MONTANHISMO – COMO EVITAR ACIDENTES?
A morte da brasileira Juliana Marins, de 26 anos, após deslizar em um penhasco na trilha do Monte Rinjani, na Indonésia, provocou comoção e levantou dúvidas sobre as condições de segurança em trilhas internacionais de alto risco.
Juliana desapareceu no dia 21 de junho de 2025, um sábado, após se separar do grupo de cinco turistas e um guia que subia a trilha junto. Foi localizada ainda no sábado em uma ribanceira 200 metros abaixo da trilha, mas o local dificultava demais um resgate rápido. Seu corpo só foi encontrado na terça-feira, dia 24, a mais de 600 metros abaixo da trilha. Os dois alpinistas voluntários que a resgataram tiveram que enfrentar condições de risco extremo: ficaram 15 horas pendurados, com a ancoragem do solo ameaçando se soltar a todo momento, baixíssima visibilidade, chuva e um frio muito intenso.
A história de Juliana chocou a todos pelo fato de a viagem fazer parte de seu projeto de vida, de conhecer o mundo com independência. As fotos e imagens compartilhadas por ela mostravam sua felicidade com essas conquistas. Uma pessoa sempre interessada em formar laços pessoais e culturais e que deixava transparecer sua paixão pela vida e pela natureza.

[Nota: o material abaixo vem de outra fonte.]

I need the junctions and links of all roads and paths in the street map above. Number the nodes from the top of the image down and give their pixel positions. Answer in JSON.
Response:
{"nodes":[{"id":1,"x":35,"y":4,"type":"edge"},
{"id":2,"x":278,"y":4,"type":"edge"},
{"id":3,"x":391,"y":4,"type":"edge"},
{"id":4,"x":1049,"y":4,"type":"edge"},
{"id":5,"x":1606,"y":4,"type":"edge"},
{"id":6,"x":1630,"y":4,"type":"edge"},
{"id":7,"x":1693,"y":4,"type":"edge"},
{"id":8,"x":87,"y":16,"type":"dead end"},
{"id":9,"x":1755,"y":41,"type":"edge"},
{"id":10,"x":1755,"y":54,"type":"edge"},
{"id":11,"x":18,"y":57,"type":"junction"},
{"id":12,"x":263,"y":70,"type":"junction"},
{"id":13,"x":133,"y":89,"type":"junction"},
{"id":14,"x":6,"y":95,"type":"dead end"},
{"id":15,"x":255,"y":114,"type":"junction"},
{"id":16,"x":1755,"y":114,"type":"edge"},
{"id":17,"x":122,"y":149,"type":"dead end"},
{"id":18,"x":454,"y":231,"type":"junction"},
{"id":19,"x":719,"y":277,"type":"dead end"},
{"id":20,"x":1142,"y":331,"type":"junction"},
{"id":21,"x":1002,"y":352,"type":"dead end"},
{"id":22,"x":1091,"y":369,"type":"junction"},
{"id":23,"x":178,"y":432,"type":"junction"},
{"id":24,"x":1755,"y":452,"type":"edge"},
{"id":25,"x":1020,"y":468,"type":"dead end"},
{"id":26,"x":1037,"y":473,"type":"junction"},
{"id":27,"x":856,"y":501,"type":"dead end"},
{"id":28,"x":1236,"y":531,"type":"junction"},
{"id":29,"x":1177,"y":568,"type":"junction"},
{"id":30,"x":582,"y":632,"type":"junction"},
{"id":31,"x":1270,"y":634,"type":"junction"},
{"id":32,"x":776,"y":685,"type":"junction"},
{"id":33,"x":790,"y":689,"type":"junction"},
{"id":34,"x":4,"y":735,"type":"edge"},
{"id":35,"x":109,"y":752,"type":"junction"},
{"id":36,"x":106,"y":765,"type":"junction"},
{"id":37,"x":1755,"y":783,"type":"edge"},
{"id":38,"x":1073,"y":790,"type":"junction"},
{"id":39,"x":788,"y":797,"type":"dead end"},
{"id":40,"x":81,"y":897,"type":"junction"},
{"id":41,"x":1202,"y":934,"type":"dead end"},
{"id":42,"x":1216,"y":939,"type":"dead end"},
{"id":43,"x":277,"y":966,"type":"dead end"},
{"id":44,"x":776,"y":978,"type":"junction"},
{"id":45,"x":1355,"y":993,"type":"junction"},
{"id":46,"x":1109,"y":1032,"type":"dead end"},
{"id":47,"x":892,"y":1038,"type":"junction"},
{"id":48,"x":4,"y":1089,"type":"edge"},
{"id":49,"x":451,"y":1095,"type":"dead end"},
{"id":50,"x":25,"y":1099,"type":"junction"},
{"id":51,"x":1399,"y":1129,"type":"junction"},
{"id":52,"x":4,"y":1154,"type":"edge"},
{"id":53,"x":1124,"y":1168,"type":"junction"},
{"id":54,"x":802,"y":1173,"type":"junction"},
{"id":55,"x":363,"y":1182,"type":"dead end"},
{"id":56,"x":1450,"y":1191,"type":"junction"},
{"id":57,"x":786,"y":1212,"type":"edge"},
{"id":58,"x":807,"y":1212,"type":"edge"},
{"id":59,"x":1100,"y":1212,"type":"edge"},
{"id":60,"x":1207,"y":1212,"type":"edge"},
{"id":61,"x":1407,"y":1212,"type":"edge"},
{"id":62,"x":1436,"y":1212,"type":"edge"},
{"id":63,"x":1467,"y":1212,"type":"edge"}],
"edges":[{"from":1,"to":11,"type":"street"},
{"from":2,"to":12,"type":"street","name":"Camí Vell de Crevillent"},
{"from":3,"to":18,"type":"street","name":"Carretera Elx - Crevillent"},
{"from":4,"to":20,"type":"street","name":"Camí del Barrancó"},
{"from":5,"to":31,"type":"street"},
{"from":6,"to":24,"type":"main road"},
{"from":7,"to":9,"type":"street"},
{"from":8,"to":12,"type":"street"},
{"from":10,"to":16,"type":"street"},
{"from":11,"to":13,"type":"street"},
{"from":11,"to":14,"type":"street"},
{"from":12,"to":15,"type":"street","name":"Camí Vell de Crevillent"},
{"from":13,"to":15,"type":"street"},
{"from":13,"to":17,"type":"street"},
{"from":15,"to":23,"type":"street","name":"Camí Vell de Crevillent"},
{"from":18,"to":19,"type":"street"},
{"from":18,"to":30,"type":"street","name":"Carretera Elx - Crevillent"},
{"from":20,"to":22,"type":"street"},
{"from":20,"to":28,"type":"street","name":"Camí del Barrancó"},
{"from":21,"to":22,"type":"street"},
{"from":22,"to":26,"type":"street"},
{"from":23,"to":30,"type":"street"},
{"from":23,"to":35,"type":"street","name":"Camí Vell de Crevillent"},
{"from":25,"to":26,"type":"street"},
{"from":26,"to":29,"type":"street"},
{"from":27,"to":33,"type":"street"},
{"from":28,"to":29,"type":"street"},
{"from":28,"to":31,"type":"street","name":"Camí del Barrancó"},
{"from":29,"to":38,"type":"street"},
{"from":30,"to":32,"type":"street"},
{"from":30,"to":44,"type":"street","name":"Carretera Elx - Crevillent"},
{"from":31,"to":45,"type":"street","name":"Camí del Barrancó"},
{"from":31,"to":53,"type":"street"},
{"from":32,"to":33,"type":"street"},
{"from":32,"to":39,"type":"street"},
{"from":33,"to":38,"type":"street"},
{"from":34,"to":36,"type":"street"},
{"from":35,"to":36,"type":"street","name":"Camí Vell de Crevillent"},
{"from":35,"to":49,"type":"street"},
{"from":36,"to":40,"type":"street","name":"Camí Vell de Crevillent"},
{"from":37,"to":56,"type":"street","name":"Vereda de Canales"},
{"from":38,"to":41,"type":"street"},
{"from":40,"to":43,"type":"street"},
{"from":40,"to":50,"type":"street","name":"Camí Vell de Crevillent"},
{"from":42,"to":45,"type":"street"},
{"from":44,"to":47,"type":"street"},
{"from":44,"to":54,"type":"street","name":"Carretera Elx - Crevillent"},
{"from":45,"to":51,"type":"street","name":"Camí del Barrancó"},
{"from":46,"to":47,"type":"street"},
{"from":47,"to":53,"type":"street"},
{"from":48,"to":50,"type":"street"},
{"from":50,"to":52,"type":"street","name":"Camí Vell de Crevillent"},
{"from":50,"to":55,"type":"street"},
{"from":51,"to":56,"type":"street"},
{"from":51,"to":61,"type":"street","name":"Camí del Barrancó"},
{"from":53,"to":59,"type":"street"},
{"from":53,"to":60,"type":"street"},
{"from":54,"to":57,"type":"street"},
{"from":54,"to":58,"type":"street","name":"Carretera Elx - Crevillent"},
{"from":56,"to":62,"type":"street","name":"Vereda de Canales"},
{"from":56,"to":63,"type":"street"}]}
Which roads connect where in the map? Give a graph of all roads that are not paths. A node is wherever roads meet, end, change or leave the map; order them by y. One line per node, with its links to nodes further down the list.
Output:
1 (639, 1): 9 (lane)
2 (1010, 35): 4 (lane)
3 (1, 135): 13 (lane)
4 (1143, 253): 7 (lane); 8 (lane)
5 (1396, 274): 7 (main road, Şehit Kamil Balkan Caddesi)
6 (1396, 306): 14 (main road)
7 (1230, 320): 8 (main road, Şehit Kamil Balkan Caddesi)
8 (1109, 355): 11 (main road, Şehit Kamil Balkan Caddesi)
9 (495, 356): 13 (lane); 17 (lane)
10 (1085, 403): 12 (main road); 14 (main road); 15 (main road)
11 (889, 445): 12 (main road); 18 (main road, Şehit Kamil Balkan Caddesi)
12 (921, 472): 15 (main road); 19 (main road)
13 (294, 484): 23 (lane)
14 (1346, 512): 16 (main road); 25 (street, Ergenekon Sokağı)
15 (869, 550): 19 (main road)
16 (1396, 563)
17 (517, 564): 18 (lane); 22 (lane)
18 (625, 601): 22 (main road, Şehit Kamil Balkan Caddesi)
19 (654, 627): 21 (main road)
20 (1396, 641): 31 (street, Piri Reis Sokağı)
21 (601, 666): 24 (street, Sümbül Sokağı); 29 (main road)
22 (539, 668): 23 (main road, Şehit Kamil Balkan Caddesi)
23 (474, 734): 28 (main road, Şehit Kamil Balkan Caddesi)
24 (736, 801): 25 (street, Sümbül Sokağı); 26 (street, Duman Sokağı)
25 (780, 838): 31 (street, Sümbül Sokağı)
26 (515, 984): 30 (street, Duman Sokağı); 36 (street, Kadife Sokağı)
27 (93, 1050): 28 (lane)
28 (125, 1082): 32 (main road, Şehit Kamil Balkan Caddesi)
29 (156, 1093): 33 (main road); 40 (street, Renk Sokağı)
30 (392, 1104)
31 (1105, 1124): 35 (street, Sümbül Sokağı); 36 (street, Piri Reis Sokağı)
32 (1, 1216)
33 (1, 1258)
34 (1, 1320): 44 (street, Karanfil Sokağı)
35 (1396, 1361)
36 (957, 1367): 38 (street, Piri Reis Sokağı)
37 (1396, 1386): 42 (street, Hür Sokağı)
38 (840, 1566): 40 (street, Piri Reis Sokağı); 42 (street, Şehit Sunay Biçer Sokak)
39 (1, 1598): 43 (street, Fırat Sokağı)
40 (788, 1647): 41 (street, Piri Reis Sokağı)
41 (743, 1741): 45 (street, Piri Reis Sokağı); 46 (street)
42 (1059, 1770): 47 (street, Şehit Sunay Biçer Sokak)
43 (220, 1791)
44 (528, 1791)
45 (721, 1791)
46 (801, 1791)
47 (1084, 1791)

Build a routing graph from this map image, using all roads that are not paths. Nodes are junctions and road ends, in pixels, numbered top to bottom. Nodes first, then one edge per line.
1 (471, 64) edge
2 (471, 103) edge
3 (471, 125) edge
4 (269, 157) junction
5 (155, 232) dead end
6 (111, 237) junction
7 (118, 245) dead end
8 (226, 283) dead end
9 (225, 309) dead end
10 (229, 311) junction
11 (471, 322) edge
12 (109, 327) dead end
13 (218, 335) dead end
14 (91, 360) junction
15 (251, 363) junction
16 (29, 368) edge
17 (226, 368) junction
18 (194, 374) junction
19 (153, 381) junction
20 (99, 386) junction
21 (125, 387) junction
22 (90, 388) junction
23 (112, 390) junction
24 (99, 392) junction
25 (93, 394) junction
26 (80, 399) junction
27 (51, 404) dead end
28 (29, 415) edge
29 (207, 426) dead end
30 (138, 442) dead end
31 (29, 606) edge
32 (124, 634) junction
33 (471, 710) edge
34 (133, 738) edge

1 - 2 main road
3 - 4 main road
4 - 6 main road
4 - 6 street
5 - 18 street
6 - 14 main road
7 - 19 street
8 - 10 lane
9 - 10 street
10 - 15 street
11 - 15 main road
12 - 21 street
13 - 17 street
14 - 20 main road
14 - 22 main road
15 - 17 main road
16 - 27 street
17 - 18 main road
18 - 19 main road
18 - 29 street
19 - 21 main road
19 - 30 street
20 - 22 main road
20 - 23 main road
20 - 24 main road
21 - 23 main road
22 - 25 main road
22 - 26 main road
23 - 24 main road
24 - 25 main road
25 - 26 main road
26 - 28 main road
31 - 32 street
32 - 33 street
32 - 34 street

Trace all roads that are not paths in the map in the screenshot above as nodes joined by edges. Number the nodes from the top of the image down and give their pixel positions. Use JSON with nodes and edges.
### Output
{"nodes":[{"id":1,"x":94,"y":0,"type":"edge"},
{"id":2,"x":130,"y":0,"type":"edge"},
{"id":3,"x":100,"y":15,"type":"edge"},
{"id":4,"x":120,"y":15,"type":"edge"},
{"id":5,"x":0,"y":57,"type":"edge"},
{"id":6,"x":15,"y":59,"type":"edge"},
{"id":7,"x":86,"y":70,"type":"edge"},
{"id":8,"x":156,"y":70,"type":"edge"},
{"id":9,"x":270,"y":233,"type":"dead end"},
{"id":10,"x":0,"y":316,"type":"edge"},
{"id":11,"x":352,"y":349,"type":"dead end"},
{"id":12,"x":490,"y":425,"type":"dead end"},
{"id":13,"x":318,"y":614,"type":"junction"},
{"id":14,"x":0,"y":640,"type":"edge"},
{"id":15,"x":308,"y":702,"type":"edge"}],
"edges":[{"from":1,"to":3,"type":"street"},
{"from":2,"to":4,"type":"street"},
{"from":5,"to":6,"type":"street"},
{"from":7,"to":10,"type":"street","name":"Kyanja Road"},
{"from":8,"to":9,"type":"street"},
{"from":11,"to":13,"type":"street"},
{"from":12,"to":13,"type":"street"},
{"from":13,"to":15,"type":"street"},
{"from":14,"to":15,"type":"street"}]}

Vale aqui destacar o fato de que o acidente que custou sua vida pode até estar ligado aos riscos naturais do montanhismo, mas seu trágico desfecho poderia ter sido evitado se ela não estivesse sozinha quando ocorreu a queda, sem ter a quem pedir ajuda.
Especialistas em montanhismo, guias experientes e turistas que já estiveram no local apontam falhas que podem ter contribuído para a tragédia, mas é difícil avaliar tudo que aconteceu com base apenas em informações distantes – e muitas vezes desencontradas.
Como muitas trilhas já foram indicadas aqui no Lugarzinho (mesmo nenhuma delas sendo de alto risco) para montanhas, cavernas e cachoeiras, fica a preocupação de tentar entender o que aconteceu de errado nesse caso e também tranquilizar e aconselhar outros desbravadores para que possam curtir a vida com a necessária cautela sem perder seu espírito aventureiro.
Para tanto, conversamos com Alexandre Gazinhato, conhecido como Francês, presidente do Clube Alpino Brasileiro, que há muitos anos dá aulas de escaladas e montanhismo até mesmo para crianças e já conversou conosco em nossas Crônicas do Morumbi sobre sua luta pela reabertura de uma praça pública onde comandava um projeto gratuito na região, com escaladas para jovens em situação de risco, no paredão que ficou conhecido como a Pedra do Francês.
Triste com o ocorrido, Alexandre prefere não apontar culpados, mas sim alertar para cuidados que devem ser tomados para que outras pessoas não sejam vítimas de acidentes semelhantes.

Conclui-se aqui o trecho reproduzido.